[Saved data entries]
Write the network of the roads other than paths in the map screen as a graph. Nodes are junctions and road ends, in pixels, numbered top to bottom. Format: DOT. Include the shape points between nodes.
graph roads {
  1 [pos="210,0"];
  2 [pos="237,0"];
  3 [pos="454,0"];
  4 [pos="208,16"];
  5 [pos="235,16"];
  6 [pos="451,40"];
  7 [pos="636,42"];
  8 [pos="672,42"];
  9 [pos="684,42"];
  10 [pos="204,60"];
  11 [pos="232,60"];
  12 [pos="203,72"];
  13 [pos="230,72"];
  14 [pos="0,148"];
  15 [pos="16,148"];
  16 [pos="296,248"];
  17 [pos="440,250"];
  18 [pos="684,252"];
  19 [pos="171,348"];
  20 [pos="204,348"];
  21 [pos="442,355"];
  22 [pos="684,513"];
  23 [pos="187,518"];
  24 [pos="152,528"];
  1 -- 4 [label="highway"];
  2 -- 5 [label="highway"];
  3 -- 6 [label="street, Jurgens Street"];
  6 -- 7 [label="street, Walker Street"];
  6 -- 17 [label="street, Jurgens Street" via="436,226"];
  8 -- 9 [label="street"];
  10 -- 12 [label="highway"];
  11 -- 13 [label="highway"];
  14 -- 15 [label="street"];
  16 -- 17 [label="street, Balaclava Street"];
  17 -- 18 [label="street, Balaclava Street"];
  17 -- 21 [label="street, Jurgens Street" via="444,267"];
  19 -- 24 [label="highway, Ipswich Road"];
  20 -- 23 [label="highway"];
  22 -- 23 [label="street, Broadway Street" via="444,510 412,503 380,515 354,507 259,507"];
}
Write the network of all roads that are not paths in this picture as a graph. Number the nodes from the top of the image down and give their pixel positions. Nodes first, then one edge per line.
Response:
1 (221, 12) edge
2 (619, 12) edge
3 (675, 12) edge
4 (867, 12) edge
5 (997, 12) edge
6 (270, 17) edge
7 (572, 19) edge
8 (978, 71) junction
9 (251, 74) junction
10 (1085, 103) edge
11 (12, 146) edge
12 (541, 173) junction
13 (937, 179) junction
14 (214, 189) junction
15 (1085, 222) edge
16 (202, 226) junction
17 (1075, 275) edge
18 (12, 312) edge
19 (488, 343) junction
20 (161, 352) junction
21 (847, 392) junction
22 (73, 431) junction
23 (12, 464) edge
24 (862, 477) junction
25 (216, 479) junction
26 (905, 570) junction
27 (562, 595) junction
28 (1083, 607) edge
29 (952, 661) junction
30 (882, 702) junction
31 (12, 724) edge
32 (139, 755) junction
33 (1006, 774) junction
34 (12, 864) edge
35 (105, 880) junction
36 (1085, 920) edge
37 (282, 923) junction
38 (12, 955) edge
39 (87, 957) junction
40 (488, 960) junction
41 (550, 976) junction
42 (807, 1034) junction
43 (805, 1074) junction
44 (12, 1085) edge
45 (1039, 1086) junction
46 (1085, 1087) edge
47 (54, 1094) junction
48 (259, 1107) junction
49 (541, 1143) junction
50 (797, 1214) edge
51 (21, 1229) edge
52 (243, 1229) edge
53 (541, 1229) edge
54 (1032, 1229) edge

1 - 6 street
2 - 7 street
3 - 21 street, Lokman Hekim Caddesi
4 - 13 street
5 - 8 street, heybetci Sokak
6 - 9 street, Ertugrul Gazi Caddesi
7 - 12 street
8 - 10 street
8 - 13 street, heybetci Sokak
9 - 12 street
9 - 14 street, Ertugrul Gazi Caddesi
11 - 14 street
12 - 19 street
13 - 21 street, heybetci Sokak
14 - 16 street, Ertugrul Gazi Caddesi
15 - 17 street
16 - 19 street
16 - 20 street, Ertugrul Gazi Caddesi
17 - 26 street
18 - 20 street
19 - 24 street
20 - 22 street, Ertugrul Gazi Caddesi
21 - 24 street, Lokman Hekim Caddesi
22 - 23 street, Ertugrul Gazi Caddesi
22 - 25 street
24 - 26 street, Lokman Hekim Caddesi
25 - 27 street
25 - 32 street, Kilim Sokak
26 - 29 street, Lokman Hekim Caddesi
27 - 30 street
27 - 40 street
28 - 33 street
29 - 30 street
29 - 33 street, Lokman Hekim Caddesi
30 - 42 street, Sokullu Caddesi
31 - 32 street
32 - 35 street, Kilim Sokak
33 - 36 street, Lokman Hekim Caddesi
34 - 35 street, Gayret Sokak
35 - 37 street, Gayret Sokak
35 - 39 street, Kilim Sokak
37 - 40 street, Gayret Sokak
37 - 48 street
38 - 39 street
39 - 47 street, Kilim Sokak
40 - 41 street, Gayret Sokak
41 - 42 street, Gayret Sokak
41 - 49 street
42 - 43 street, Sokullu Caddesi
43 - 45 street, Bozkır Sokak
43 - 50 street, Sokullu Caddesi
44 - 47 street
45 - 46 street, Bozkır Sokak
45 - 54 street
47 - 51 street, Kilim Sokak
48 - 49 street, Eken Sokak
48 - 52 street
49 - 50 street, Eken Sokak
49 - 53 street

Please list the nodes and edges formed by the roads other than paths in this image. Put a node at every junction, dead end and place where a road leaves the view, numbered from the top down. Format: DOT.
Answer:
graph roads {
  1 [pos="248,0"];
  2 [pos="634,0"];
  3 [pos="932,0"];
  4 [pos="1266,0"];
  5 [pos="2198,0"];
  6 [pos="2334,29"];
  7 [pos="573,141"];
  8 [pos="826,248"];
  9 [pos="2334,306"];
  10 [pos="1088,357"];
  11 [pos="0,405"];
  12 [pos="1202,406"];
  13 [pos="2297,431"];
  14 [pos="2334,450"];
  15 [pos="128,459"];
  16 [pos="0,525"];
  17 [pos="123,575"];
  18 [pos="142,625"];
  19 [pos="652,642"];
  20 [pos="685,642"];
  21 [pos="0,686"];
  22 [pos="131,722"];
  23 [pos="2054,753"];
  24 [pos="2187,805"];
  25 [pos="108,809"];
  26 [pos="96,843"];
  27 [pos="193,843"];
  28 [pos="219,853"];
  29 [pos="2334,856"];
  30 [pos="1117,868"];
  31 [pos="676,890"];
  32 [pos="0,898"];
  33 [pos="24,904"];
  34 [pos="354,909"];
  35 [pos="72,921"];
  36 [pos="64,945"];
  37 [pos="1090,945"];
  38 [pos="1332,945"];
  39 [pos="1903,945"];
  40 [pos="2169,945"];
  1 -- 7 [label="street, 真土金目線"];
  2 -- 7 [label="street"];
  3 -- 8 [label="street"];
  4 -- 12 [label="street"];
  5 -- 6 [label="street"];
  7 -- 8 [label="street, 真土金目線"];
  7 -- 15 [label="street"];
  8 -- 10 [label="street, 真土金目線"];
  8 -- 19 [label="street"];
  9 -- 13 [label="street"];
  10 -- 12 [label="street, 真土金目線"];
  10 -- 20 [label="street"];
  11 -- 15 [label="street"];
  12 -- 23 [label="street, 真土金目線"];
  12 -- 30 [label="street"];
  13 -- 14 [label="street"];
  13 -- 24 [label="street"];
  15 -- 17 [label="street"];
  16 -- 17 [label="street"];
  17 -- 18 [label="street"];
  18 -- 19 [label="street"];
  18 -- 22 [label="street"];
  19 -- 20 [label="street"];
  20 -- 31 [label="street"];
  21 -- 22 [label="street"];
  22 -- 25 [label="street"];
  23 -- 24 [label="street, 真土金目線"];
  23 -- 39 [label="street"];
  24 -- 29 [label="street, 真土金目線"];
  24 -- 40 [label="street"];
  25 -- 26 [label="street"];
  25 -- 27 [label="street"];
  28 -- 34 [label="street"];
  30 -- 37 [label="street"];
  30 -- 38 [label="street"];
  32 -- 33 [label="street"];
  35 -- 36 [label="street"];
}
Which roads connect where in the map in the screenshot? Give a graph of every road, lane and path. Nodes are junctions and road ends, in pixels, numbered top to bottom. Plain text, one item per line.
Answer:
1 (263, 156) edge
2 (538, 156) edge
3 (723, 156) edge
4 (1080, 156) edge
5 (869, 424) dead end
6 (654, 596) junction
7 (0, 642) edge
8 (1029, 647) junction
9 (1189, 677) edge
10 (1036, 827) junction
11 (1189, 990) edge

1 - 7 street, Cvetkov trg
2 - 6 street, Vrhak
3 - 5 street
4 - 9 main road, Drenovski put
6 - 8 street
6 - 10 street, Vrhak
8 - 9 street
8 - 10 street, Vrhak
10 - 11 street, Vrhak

→ WHAT YOU HAVE TO DO
I need each line of the entries that holds the string "真土金目線" located and copied.

→ REPLY TO THE EXERCISE
  1 -- 7 [label="street, 真土金目線"];
  7 -- 8 [label="street, 真土金目線"];
  8 -- 10 [label="street, 真土金目線"];
  10 -- 12 [label="street, 真土金目線"];
  12 -- 23 [label="street, 真土金目線"];
  23 -- 24 [label="street, 真土金目線"];
  24 -- 29 [label="street, 真土金目線"];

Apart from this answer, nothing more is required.